Imagine the inner workings of the phone to the left. This is a very complex piece of technology. Do you think Cisco would wait until they have assembled this phone and then try to pry open the case so that they can insert a set of electrodes to test and see that the circuit board is connected correctly? I certainly hope they don’t. Instead, when a manufacturing company is building something – anything – they start with the idea of preventing defects, not waiting until they are identified and correcting them. Many companies have an active Zero Defects policy where defect prevention is paramount and quality inspection is almost just a verification of what they already know – that the product is defect free.

When a part is stamped out, formed, molded, or otherwise created, it is done so to an exacting specification. After the part has been created, the part is then tested against the same specification to which it was originally built. If the part does not fall within the tolerance and guidance of the specification, it is scrapped and a new one is made. If a series of parts are found to be out of specification, it’s usually a sign that something in the process, tooling, or other portion of the manufacturing process is not right. When this happens, they fix the cause of the problem – whether the machines need to be calibrated, the people running the machines need better instructions or whatever the cause is. In the end, the specifications for the parts were used to create the part, identify whether or not the part was up to standards, and decide whether or not to keep that part.

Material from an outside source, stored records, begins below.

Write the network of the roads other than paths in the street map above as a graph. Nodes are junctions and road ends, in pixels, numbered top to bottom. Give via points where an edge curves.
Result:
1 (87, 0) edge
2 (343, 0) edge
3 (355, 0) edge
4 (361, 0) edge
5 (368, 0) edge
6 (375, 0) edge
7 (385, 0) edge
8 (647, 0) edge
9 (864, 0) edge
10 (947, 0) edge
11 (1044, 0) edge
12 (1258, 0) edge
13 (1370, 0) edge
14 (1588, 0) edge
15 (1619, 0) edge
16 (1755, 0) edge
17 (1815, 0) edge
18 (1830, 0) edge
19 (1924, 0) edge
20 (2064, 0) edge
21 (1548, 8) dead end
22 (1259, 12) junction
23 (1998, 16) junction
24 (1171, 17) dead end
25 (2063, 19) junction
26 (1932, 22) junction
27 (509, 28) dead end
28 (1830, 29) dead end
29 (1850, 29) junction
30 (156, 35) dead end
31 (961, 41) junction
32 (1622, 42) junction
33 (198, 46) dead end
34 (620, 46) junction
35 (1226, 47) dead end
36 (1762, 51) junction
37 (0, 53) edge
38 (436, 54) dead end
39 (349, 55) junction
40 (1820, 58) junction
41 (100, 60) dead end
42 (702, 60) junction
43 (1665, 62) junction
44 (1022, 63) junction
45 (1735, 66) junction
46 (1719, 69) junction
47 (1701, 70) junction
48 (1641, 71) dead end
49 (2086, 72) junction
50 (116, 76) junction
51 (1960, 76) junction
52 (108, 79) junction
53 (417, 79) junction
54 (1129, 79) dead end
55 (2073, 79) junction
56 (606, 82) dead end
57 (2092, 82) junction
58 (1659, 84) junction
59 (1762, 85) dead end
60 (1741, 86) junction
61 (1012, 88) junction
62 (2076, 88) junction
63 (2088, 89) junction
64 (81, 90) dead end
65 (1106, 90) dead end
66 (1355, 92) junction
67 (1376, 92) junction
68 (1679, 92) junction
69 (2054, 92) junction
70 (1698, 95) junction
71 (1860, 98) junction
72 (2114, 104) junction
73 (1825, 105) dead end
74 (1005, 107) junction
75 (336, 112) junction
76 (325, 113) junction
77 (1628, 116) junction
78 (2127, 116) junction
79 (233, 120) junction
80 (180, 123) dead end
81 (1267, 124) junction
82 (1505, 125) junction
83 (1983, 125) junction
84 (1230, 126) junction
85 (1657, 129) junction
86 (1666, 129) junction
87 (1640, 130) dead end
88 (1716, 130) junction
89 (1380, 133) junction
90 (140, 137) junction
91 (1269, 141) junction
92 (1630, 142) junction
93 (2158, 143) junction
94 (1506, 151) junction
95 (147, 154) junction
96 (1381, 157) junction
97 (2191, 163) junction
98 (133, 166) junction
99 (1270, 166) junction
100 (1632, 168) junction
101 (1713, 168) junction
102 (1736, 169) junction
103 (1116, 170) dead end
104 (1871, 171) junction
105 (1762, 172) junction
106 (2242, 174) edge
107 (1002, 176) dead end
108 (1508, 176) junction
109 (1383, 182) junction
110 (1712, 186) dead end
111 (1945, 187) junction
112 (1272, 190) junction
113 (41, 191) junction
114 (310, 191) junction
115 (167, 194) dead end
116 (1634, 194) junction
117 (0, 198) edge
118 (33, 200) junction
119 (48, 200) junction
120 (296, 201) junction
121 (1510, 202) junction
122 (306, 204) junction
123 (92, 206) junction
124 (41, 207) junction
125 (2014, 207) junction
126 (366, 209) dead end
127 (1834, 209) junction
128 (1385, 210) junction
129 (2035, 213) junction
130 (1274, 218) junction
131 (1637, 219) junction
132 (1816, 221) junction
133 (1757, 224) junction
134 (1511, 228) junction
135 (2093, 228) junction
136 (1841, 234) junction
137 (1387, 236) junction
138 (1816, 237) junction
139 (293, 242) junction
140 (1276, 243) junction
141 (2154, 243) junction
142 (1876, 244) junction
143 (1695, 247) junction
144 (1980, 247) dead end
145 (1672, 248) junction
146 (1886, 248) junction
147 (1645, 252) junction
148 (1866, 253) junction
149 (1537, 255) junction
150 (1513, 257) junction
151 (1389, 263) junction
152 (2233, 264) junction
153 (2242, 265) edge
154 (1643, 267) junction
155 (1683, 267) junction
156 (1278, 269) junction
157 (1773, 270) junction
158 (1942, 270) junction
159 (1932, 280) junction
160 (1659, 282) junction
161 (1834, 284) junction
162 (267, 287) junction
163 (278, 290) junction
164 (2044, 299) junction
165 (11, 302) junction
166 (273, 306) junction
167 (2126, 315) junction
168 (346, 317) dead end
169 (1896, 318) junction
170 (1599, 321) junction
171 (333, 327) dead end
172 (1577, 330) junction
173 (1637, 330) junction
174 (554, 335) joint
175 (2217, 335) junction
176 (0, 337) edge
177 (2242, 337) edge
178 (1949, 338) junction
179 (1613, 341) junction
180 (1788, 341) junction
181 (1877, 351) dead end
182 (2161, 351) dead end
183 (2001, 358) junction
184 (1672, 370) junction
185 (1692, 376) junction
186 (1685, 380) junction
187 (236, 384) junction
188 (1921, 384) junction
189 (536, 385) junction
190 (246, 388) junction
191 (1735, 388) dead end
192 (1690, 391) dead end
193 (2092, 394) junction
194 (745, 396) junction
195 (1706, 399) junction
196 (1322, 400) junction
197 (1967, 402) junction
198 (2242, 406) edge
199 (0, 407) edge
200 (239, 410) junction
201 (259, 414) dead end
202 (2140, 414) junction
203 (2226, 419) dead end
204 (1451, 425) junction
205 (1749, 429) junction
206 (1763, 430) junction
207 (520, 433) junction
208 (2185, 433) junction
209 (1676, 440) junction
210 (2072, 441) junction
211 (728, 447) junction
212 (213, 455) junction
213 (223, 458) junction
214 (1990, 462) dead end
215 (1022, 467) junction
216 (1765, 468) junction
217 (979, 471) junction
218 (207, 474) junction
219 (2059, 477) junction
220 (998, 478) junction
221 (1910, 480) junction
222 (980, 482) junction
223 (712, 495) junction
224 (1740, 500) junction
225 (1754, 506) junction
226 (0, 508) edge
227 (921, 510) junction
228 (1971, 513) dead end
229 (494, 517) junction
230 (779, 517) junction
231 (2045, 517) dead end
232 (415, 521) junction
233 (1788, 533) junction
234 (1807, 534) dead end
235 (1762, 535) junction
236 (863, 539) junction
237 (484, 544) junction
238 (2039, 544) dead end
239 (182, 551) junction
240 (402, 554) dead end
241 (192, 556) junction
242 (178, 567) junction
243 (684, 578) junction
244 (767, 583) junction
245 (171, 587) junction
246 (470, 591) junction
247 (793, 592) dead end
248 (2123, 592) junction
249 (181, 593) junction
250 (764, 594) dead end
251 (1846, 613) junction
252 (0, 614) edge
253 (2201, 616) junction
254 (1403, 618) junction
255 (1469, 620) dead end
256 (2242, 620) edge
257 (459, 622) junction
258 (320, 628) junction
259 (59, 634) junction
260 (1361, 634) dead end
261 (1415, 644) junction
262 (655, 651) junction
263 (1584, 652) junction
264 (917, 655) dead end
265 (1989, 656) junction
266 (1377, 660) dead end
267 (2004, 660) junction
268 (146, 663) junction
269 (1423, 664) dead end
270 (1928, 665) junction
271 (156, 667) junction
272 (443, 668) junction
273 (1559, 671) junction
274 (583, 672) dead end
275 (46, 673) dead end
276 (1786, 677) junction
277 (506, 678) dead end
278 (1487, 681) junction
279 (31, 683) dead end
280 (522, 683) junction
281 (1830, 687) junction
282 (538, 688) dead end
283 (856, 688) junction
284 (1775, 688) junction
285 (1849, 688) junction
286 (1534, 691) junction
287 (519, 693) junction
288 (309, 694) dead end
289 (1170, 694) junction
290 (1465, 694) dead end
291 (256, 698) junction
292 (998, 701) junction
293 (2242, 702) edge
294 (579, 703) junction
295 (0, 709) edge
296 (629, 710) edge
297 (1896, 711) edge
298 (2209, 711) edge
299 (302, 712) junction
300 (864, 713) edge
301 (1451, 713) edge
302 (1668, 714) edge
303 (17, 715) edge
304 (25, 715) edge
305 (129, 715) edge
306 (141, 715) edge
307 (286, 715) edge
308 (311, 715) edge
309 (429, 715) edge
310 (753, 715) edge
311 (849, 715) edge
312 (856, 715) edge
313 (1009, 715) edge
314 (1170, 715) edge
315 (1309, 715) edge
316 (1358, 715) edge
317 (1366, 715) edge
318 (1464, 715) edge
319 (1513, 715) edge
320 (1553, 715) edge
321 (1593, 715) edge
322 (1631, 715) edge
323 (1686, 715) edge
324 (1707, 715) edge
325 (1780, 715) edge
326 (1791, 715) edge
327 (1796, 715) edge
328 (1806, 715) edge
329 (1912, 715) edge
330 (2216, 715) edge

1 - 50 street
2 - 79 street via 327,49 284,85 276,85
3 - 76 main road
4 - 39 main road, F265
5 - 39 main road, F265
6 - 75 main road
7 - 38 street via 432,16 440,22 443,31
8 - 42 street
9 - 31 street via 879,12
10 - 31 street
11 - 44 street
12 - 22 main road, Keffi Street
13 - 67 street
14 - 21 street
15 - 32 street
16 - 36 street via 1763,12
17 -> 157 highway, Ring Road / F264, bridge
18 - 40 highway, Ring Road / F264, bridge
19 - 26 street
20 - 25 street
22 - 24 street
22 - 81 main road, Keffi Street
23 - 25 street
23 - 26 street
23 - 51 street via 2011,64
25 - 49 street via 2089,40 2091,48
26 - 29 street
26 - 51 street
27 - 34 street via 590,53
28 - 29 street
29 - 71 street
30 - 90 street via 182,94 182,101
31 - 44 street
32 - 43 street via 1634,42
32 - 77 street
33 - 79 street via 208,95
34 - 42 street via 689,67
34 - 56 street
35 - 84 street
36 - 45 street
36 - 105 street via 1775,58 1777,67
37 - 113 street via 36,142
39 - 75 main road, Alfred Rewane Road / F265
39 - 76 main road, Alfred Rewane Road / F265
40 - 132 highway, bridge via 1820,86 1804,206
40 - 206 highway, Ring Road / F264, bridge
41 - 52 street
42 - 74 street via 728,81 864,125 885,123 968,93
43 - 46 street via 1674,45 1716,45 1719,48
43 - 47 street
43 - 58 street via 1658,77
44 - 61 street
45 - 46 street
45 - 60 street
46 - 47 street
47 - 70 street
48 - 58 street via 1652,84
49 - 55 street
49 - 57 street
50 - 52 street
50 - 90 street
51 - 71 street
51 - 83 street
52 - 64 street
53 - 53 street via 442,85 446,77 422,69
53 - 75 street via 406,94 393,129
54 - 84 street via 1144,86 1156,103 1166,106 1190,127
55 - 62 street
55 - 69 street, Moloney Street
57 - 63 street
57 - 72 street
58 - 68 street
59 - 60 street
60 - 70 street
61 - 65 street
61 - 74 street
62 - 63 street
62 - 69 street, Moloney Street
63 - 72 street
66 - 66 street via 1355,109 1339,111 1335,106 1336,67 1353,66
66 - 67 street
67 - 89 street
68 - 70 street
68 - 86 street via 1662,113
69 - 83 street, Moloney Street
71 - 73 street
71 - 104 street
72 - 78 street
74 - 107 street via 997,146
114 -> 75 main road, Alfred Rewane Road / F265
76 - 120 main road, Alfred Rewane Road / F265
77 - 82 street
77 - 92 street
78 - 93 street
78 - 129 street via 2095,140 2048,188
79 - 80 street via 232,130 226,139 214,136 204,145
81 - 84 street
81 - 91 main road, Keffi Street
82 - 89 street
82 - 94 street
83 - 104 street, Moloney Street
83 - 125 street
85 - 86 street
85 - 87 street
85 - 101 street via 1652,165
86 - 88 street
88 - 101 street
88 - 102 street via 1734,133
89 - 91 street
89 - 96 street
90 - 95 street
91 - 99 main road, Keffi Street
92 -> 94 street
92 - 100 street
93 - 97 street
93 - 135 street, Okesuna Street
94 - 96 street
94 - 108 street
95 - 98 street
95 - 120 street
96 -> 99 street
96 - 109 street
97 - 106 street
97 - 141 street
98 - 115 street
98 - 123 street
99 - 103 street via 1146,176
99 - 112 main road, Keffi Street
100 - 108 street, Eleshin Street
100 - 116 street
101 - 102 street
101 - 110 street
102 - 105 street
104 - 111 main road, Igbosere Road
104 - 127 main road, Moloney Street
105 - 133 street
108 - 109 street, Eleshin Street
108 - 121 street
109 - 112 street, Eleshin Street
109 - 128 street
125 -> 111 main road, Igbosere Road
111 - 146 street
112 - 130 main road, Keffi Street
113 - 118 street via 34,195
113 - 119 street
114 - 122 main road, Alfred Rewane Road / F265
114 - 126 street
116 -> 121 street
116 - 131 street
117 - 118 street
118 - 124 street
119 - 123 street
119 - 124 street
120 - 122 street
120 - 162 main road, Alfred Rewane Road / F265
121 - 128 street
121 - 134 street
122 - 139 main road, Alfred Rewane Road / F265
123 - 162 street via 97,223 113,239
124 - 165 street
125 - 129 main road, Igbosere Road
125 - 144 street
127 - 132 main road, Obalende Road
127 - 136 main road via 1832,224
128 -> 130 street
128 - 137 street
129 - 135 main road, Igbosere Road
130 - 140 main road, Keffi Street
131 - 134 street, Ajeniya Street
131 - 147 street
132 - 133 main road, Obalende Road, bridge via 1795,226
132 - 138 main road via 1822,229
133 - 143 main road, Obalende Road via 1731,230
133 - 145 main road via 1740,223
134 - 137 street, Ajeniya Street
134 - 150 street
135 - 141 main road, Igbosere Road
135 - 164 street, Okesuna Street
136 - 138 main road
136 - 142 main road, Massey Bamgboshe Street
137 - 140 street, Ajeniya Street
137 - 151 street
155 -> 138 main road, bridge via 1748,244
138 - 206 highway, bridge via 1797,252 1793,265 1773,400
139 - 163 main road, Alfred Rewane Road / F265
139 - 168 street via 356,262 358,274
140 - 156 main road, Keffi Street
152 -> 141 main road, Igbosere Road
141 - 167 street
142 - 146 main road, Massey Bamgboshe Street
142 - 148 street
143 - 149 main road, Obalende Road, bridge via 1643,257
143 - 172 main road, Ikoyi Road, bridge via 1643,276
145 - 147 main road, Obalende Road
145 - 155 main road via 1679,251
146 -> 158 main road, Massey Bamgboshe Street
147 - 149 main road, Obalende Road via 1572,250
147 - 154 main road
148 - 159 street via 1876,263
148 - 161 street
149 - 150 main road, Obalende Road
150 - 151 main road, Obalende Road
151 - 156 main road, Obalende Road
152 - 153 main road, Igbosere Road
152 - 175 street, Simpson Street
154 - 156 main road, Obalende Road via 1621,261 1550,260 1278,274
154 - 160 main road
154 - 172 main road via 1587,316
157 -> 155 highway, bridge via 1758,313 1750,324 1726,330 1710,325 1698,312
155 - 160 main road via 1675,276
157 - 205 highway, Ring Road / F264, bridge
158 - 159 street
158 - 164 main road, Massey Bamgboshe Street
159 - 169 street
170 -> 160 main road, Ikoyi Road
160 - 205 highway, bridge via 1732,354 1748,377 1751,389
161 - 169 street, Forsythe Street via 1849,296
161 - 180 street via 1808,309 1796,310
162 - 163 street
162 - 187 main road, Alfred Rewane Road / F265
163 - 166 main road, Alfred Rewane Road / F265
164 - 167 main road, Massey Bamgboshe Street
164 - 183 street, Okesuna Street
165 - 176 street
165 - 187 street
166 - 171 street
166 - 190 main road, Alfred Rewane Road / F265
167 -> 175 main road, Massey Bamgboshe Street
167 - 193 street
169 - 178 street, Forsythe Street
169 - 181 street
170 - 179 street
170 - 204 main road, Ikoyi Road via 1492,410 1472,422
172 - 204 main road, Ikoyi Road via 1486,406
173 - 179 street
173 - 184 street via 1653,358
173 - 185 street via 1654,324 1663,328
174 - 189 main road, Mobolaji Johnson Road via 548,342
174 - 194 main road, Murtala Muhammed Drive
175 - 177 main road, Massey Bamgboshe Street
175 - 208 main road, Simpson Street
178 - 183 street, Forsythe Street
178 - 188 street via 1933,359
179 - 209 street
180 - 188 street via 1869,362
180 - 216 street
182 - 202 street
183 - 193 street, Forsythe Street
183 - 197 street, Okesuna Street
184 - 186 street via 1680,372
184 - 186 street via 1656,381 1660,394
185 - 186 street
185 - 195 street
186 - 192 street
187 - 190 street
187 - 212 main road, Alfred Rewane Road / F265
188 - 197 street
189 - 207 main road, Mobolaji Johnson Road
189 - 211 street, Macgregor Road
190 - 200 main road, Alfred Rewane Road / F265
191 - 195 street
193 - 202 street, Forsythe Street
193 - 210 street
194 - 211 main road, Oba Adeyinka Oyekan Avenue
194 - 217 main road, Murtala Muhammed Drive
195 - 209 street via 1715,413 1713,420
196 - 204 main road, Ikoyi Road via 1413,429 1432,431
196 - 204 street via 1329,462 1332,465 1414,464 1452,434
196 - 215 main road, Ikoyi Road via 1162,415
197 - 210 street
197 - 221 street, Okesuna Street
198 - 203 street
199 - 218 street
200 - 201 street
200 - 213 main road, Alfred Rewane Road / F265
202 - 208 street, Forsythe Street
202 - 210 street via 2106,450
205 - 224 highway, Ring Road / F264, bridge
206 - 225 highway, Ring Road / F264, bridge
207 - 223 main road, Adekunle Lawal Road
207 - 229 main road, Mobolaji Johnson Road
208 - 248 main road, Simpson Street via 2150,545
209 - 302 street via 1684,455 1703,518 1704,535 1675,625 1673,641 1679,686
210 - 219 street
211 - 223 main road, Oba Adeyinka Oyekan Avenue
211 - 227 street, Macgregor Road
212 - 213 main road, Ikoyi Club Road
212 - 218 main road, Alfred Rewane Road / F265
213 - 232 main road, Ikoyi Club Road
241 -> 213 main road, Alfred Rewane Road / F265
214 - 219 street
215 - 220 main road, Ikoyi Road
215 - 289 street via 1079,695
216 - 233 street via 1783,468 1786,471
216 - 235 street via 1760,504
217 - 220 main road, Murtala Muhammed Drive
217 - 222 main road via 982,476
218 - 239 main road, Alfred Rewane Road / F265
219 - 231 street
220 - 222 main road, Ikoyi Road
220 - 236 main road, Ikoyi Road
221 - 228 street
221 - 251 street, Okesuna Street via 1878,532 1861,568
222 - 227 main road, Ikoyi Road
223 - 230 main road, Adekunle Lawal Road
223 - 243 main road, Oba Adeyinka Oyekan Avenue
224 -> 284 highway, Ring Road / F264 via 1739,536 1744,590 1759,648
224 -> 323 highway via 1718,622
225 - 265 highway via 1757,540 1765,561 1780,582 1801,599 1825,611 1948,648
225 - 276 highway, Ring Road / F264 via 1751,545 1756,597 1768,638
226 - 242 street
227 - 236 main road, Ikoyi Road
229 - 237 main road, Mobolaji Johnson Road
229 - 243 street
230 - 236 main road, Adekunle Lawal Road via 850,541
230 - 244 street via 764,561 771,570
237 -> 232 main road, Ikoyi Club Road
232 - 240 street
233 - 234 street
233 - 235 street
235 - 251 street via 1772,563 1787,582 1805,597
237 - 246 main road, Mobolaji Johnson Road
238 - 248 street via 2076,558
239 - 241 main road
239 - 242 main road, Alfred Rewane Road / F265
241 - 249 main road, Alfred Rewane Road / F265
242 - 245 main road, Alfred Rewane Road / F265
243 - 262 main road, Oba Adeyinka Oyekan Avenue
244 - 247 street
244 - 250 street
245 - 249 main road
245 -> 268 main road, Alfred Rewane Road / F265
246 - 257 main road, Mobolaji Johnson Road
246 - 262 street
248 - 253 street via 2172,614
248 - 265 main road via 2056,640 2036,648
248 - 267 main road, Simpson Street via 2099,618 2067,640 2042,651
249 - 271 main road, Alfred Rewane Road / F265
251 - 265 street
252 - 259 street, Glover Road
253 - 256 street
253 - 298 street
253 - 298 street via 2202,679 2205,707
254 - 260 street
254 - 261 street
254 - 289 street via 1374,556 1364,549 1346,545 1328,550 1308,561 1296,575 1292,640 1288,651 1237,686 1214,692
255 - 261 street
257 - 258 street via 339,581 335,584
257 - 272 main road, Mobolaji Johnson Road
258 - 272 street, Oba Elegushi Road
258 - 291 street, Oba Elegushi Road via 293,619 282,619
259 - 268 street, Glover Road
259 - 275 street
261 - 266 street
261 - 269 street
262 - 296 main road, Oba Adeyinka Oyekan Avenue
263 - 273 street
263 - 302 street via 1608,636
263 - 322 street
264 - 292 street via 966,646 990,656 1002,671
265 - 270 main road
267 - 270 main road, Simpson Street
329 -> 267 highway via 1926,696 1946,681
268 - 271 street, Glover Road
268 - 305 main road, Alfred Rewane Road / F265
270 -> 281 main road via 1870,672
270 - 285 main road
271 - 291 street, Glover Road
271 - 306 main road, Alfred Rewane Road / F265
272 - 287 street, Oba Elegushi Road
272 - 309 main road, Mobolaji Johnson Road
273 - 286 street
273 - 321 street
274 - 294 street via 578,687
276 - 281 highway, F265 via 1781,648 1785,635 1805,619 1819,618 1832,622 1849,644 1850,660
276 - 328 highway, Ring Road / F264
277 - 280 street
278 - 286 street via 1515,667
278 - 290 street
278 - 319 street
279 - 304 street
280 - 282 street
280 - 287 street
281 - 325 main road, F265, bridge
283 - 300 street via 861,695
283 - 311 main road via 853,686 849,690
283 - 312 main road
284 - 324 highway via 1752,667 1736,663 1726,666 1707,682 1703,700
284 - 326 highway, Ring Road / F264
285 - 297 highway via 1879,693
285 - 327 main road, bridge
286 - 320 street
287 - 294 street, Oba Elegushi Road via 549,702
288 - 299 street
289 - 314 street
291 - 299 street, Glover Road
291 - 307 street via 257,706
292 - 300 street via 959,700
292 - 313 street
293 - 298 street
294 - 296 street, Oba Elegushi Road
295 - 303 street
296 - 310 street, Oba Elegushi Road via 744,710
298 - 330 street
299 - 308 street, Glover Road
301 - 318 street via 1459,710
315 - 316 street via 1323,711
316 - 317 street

What’s more, the manufacturing company doesn’t wait until after they start creating parts to create the specification. Rather, they take the time to properly engineer the specifications up front. They take measurements, create prototypes with varying specifications to see what works best, record the success and failure rates of the various specifications that are tried, and use other design and engineering principles to scientifically calculate the exacting specifications that will be used to produce the parts. This occurs at all levels of the product’s design and creation. For every resistor, capacitor and microchip that builds a circuit board, each one of them has their own specifications that have been carefully engineered. If any single capacitor does not meet the specifications, it is not sent to Cisco with the hopes that it works anyways. Only when all of the specifications of each part are met will they solder the parts to the circuit board, creating a subassembly.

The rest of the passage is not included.